**TO DO**
Look through the material below and say how many of its lines carry the string "新港大道辅路". Only the number should be given.

(TASK DATA begins)

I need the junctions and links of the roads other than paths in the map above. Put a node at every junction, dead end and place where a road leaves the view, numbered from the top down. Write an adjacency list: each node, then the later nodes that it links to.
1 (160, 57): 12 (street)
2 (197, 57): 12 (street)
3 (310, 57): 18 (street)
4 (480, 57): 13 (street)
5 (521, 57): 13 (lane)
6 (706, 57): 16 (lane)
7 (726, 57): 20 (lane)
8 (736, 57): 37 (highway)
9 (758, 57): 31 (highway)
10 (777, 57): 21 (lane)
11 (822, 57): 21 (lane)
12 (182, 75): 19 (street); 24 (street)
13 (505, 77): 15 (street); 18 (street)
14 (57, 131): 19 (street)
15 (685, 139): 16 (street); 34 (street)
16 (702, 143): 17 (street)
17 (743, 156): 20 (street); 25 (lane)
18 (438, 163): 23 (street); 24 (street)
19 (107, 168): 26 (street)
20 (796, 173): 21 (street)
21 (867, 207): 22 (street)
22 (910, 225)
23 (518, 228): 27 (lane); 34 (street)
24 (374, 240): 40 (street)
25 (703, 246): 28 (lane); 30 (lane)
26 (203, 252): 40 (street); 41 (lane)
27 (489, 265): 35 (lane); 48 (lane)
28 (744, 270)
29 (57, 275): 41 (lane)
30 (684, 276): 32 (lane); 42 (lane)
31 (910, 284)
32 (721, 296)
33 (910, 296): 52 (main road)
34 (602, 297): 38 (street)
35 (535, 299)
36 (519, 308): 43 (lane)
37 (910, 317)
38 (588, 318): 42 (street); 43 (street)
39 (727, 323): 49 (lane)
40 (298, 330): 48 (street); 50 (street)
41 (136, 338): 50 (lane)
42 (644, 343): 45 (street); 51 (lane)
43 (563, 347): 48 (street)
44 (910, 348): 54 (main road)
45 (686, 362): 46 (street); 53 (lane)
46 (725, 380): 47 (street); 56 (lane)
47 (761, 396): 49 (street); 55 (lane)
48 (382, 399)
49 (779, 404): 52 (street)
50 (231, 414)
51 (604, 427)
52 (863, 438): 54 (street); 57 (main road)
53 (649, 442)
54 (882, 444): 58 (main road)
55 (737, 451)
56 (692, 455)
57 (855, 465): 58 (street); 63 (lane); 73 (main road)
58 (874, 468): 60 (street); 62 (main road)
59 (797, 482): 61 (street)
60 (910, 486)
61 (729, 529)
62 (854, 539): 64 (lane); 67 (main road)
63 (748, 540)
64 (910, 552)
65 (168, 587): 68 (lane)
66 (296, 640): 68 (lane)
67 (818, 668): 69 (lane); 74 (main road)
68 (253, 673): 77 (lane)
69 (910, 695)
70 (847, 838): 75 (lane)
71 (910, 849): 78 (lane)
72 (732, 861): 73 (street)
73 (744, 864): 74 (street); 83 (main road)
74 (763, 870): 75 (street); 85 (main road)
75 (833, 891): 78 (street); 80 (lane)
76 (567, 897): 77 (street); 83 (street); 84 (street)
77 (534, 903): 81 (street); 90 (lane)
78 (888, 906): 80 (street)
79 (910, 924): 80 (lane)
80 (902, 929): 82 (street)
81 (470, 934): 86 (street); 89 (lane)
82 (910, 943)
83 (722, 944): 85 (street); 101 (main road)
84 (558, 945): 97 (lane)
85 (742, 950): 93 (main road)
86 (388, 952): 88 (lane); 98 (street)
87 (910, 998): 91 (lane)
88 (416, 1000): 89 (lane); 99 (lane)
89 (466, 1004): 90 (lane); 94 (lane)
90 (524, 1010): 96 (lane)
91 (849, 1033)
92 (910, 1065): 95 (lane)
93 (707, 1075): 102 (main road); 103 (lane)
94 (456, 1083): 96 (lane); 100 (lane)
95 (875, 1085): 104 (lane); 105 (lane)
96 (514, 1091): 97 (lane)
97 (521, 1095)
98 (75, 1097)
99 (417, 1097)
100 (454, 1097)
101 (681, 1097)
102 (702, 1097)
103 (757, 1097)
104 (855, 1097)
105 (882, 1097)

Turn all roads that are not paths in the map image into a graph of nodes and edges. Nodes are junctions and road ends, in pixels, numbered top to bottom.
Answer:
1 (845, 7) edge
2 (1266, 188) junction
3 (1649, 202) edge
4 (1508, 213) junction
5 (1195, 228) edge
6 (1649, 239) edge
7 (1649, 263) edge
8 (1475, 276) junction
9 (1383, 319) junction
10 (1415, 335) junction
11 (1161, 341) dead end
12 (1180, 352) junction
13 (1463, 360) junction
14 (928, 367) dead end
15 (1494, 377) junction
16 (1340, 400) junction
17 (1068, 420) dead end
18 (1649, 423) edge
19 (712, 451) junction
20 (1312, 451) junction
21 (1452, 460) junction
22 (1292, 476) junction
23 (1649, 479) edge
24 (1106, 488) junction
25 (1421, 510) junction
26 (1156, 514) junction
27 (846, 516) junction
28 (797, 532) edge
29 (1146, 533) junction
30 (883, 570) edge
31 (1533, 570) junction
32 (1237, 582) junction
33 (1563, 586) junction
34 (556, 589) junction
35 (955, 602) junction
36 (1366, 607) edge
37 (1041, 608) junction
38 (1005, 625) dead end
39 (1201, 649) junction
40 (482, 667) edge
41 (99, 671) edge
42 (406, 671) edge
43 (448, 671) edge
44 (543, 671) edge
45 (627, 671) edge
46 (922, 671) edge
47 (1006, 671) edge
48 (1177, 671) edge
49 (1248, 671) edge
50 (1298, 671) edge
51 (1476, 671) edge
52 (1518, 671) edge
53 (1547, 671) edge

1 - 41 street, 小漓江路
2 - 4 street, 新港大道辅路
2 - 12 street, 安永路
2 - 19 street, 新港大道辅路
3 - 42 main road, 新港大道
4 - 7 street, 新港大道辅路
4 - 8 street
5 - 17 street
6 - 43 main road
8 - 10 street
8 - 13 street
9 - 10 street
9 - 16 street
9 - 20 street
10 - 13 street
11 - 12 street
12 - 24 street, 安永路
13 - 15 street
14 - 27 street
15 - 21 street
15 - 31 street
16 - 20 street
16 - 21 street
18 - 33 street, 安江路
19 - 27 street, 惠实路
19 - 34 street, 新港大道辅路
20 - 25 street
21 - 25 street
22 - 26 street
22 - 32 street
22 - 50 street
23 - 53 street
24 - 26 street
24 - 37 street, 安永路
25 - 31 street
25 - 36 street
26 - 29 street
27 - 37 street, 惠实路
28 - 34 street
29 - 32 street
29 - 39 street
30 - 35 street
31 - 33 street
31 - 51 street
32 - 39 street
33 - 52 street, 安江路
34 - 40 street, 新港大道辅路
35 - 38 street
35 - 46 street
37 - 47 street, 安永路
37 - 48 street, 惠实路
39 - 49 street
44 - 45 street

(TASK DATA ends)

**RESPONSE TO THIS EXERCISE**
5